### Stored entries
══════
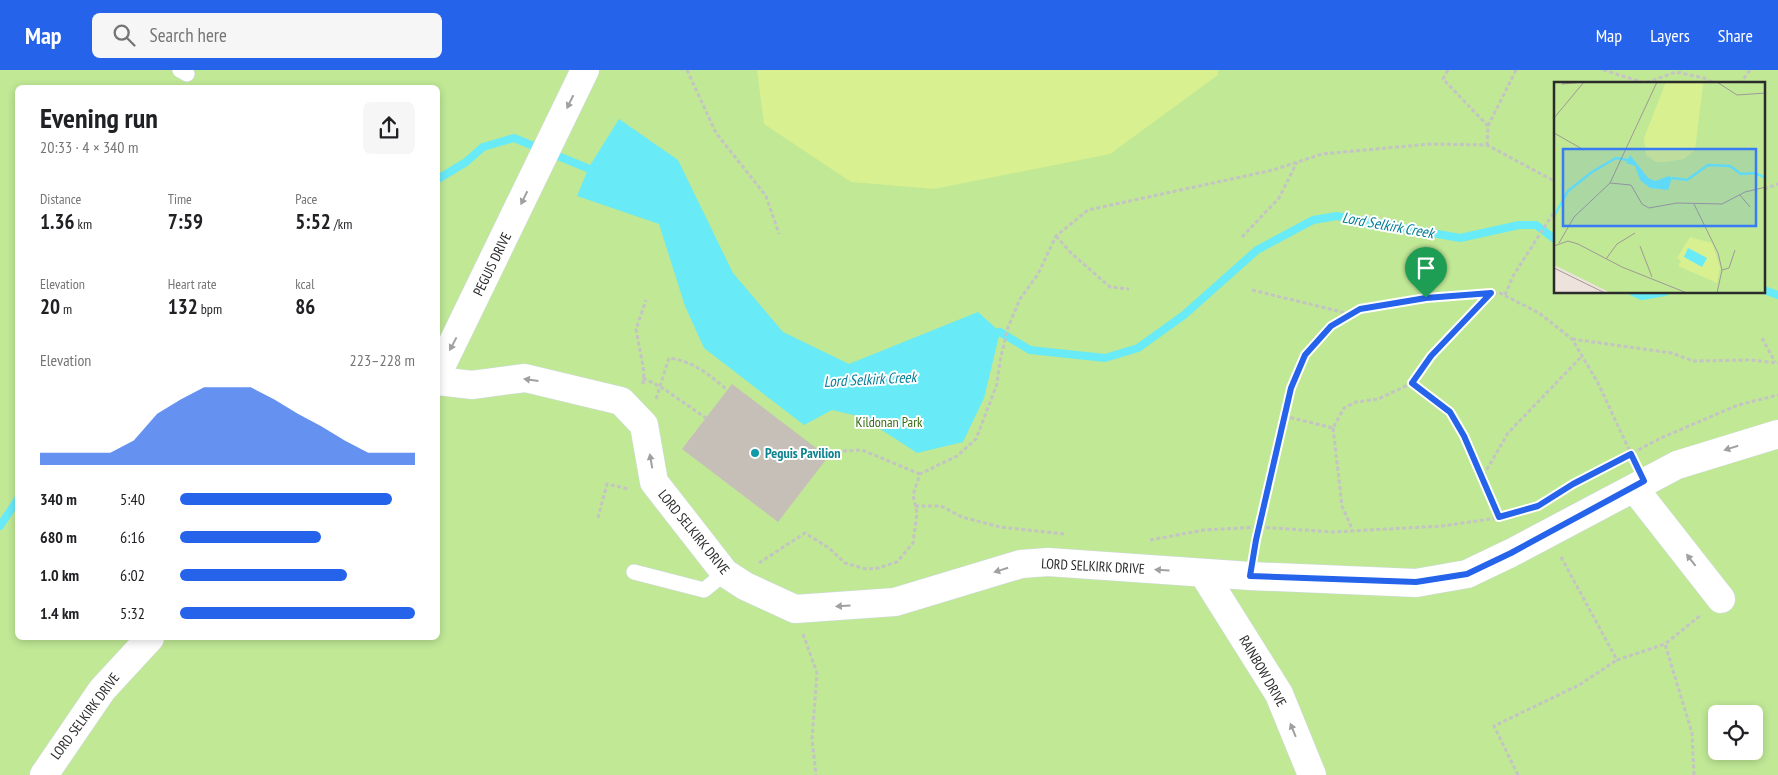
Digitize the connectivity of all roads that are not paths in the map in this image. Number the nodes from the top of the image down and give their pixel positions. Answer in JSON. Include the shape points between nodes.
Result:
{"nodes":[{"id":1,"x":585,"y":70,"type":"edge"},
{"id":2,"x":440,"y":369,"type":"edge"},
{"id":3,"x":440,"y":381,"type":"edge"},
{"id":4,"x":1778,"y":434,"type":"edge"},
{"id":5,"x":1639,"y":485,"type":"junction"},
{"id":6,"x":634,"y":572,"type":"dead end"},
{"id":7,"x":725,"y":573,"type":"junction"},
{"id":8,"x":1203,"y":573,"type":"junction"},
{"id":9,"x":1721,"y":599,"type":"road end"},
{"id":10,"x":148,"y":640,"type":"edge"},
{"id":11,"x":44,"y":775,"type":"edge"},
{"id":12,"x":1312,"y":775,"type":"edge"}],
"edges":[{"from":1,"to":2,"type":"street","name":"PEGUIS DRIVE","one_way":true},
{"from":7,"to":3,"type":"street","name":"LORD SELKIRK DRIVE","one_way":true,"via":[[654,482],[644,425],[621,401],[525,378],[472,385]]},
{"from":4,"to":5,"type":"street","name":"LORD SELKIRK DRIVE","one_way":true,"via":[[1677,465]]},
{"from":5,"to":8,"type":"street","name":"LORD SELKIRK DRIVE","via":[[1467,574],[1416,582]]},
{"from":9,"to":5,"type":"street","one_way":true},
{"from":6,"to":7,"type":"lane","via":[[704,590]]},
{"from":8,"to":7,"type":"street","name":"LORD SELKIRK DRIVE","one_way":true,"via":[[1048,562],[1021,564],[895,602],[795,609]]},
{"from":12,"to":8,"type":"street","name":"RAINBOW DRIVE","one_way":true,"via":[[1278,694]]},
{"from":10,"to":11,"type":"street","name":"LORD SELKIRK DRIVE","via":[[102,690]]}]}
══════
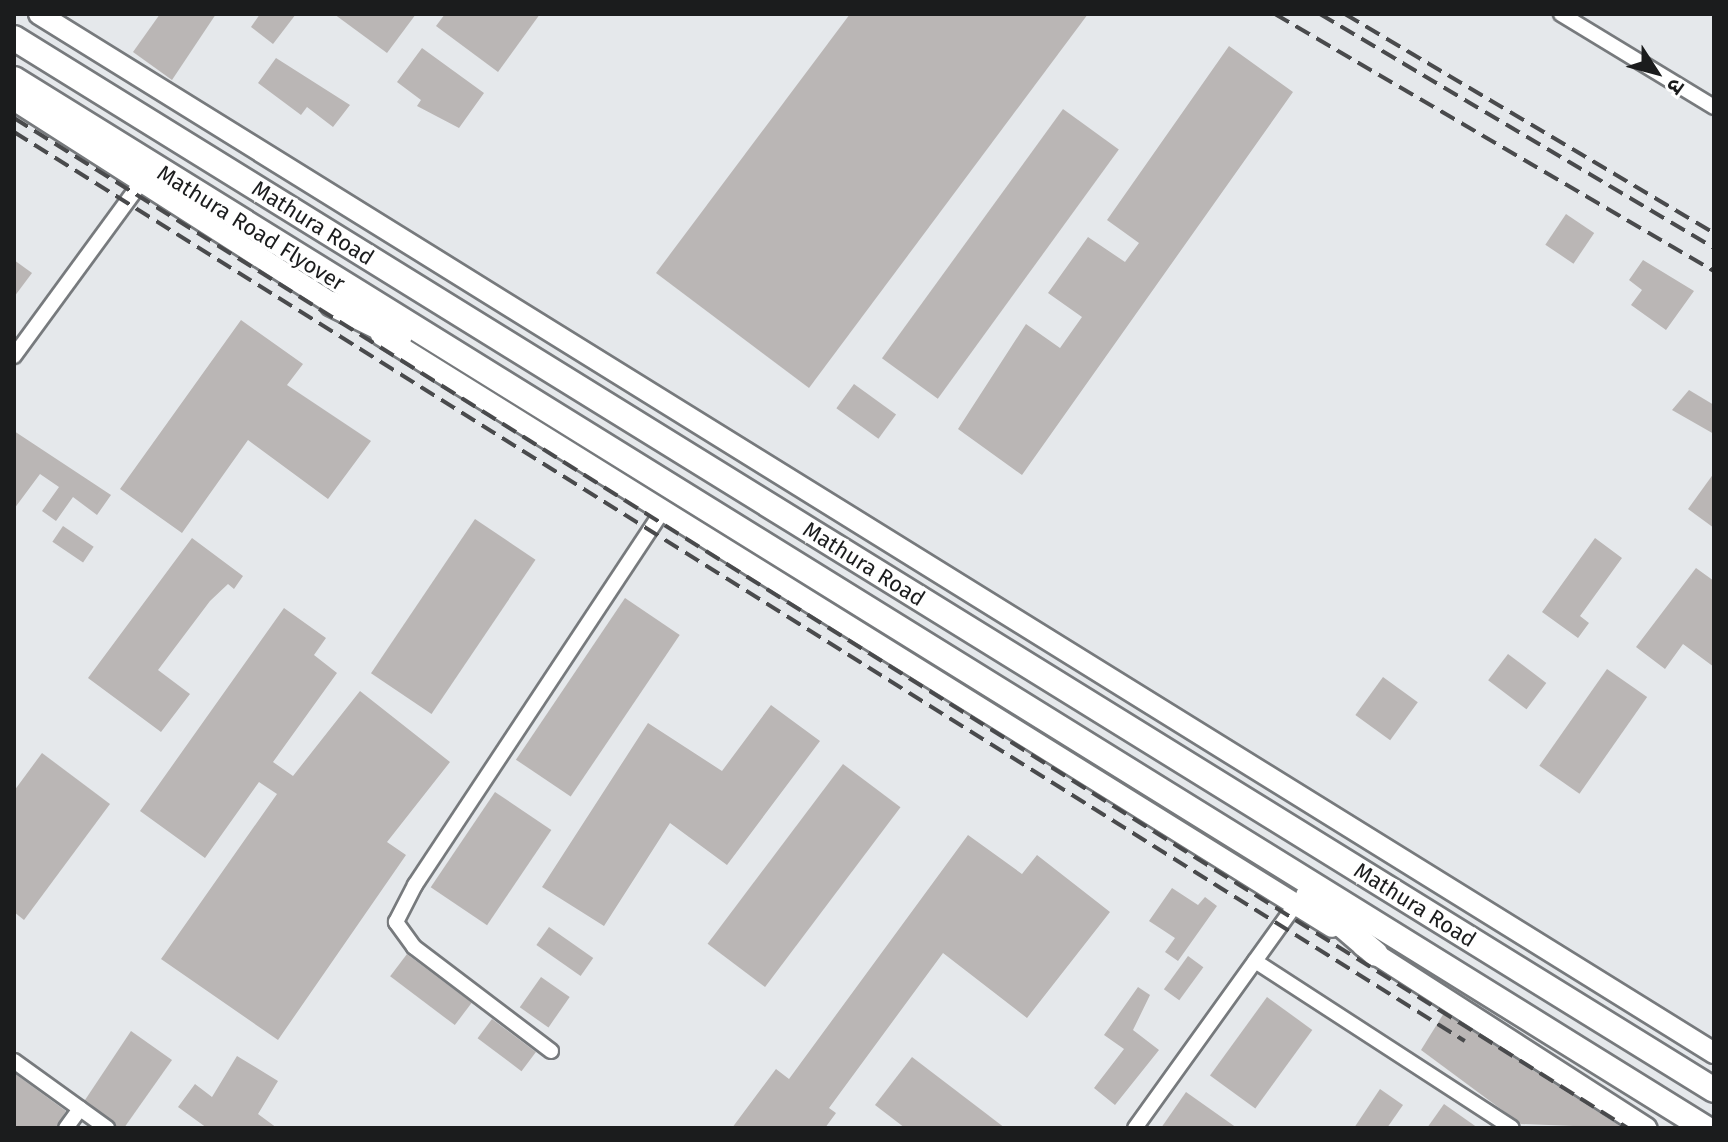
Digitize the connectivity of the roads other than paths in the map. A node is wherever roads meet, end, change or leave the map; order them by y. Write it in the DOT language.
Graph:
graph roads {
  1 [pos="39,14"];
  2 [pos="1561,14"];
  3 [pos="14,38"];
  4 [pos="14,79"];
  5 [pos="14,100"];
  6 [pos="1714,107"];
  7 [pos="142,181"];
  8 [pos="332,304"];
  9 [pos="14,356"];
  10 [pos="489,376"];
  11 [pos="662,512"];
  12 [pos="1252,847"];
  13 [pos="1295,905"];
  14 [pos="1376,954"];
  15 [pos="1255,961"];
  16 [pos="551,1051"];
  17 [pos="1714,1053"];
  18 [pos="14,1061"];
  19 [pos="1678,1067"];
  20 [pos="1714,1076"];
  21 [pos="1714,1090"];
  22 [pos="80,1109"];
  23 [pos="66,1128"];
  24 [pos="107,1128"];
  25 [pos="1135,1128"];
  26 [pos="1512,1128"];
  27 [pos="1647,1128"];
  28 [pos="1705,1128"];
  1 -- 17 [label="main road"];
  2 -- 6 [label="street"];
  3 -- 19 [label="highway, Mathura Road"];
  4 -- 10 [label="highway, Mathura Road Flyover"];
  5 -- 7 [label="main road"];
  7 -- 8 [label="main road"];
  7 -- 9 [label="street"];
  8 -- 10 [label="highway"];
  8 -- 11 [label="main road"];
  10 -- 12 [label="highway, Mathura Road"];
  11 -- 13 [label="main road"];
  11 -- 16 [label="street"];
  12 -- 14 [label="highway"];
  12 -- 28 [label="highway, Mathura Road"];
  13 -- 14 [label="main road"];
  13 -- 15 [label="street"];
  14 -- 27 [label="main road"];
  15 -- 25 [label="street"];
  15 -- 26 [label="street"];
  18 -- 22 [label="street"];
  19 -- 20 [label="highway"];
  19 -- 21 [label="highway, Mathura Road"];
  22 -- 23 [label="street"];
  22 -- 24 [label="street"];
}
══════
### Activity
In the records above, which lines hold the string "connectivity"? Copy each one.

### Your response
Digitize the connectivity of all roads that are not paths in the map in this image. Number the nodes from the top of the image down and give their pixel positions. Answer in JSON. Include the shape points between nodes.
Digitize the connectivity of the roads other than paths in the map. A node is wherever roads meet, end, change or leave the map; order them by y. Write it in the DOT language.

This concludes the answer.